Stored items
=== Section Start ===
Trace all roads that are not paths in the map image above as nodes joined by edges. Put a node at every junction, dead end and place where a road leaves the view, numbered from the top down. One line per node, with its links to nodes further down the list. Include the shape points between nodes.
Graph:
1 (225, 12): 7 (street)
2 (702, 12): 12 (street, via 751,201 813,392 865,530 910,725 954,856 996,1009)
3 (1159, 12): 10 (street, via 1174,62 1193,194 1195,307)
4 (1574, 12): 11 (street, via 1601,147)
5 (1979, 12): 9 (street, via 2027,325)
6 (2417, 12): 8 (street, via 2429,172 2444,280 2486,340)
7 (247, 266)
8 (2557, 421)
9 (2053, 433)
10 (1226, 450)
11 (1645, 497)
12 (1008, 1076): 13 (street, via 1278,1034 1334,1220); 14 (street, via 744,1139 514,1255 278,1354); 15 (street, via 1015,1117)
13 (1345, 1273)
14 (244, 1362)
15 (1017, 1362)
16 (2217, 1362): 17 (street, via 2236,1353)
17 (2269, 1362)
=== Section End ===
=== Section Start ===
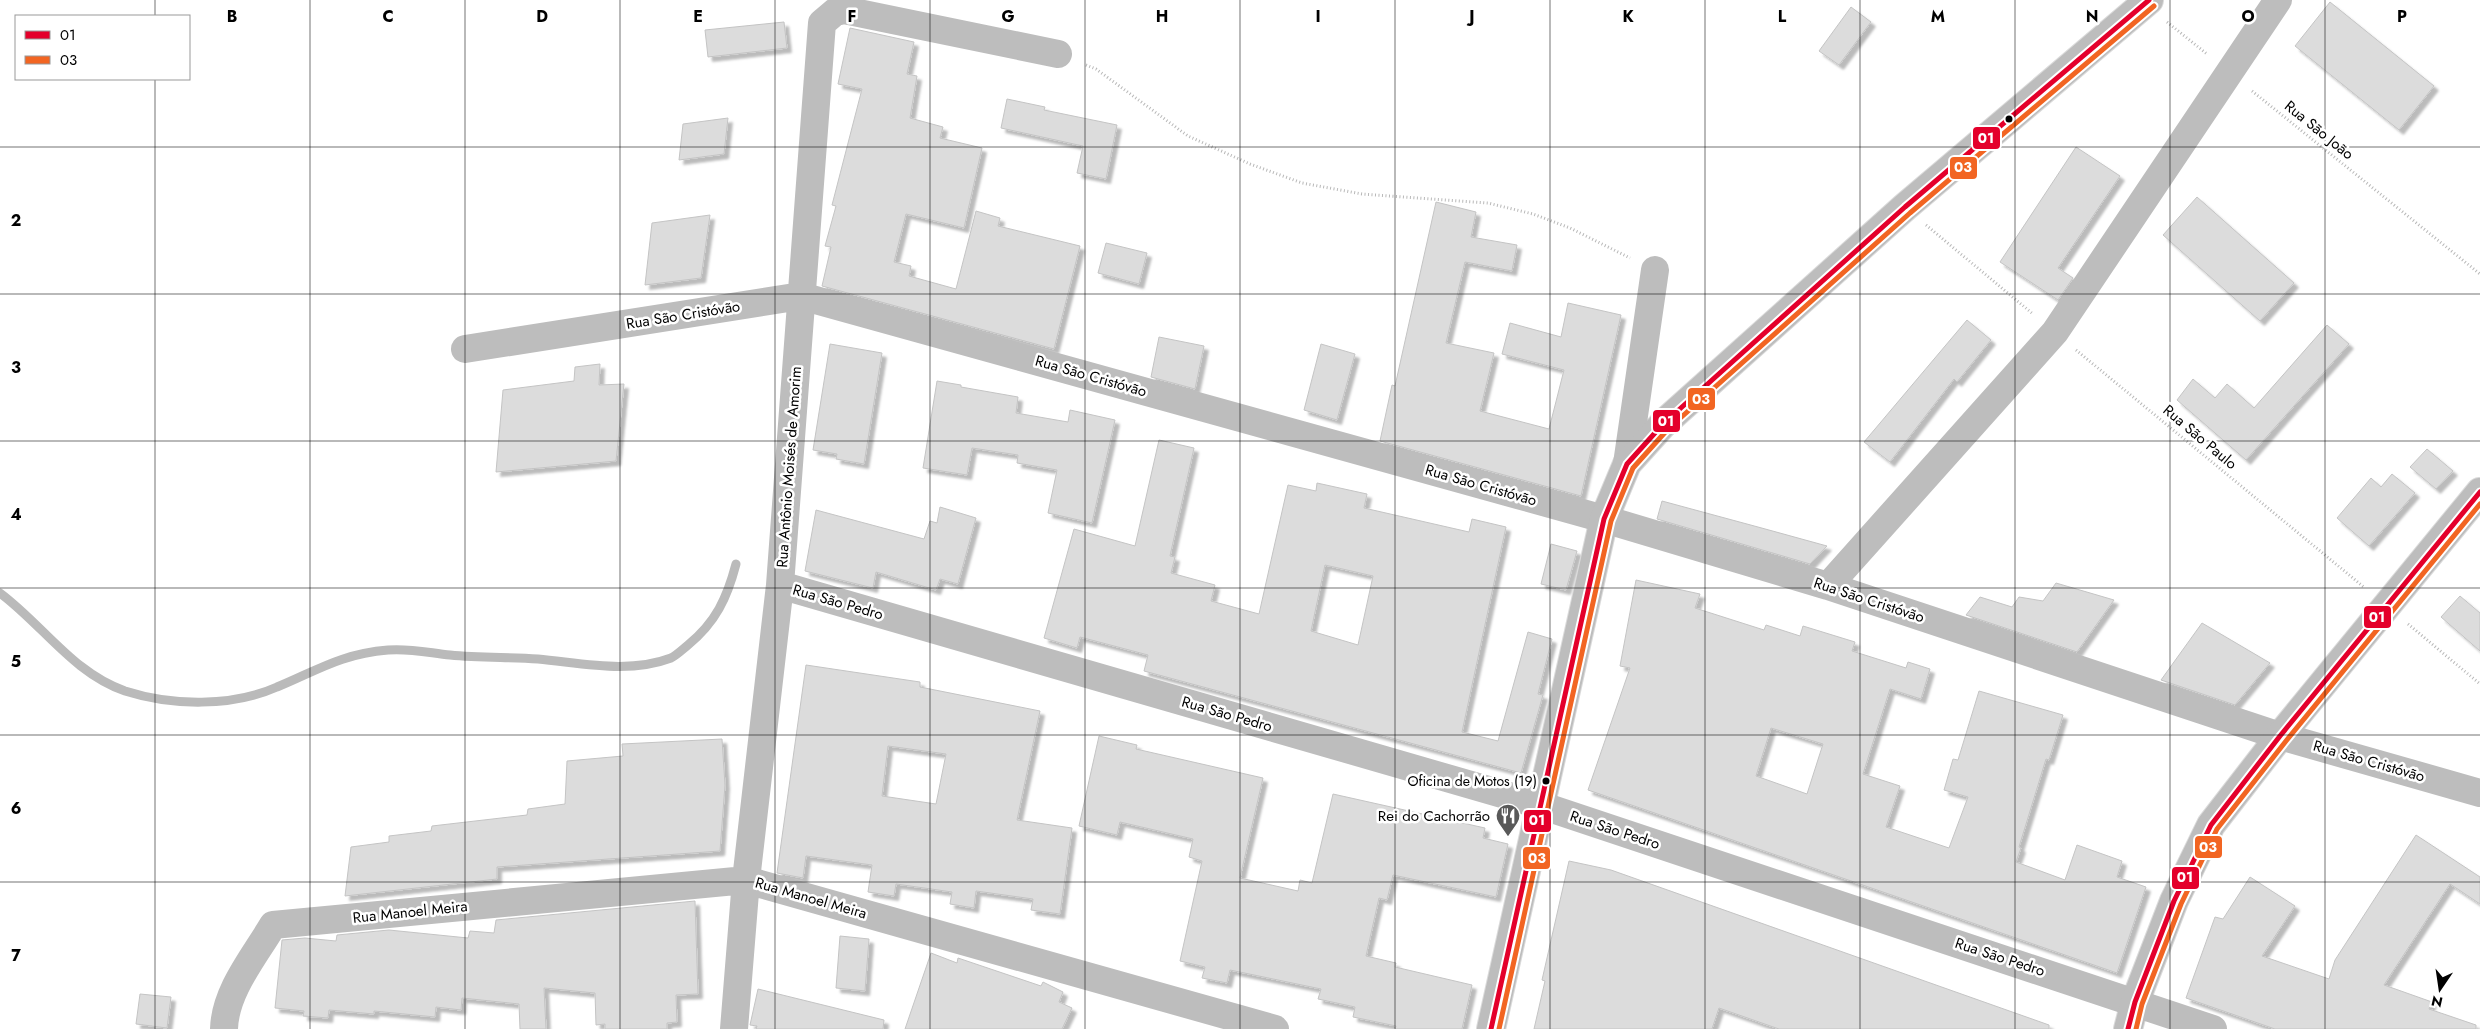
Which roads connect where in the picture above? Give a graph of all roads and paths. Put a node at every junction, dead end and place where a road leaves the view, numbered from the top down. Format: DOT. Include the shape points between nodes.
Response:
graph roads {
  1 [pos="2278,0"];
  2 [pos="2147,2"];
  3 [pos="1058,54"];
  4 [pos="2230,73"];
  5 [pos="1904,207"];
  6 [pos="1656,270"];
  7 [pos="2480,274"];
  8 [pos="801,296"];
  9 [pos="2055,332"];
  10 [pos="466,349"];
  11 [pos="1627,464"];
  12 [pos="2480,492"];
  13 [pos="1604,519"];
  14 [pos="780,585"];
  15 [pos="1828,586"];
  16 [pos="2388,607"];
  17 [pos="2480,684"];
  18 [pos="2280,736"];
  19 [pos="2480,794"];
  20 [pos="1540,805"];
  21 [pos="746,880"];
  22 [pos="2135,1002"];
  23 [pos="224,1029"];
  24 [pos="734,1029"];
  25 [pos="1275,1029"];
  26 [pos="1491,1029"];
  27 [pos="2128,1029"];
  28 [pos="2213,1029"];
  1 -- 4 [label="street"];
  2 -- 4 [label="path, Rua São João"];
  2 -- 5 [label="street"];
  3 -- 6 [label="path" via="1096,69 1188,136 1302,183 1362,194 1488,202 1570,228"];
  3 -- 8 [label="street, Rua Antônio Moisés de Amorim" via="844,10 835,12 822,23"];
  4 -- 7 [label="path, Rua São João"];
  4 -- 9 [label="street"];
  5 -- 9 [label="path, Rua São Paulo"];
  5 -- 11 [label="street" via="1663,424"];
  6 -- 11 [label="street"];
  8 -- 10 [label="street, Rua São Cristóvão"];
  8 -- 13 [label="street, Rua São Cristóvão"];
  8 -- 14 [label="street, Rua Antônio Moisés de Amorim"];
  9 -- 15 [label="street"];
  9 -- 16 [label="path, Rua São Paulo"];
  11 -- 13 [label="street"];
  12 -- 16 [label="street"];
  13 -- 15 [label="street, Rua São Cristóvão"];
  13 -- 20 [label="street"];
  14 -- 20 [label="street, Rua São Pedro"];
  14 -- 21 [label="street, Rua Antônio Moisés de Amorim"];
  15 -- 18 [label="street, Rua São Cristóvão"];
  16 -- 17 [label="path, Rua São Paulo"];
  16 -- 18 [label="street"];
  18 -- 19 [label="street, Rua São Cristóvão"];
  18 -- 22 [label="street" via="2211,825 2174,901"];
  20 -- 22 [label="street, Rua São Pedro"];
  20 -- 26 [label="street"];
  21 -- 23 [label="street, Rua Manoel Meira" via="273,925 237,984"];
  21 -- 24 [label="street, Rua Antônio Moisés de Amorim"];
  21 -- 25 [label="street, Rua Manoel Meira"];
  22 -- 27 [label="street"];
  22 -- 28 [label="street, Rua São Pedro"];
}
=== Section End ===
## Instructions for the task
Each line above with the string "shape" in it should be located and copied.

## Answer to the problem
Trace all roads that are not paths in the map image above as nodes joined by edges. Put a node at every junction, dead end and place where a road leaves the view, numbered from the top down. One line per node, with its links to nodes further down the list. Include the shape points between nodes.
Which roads connect where in the picture above? Give a graph of all roads and paths. Put a node at every junction, dead end and place where a road leaves the view, numbered from the top down. Format: DOT. Include the shape points between nodes.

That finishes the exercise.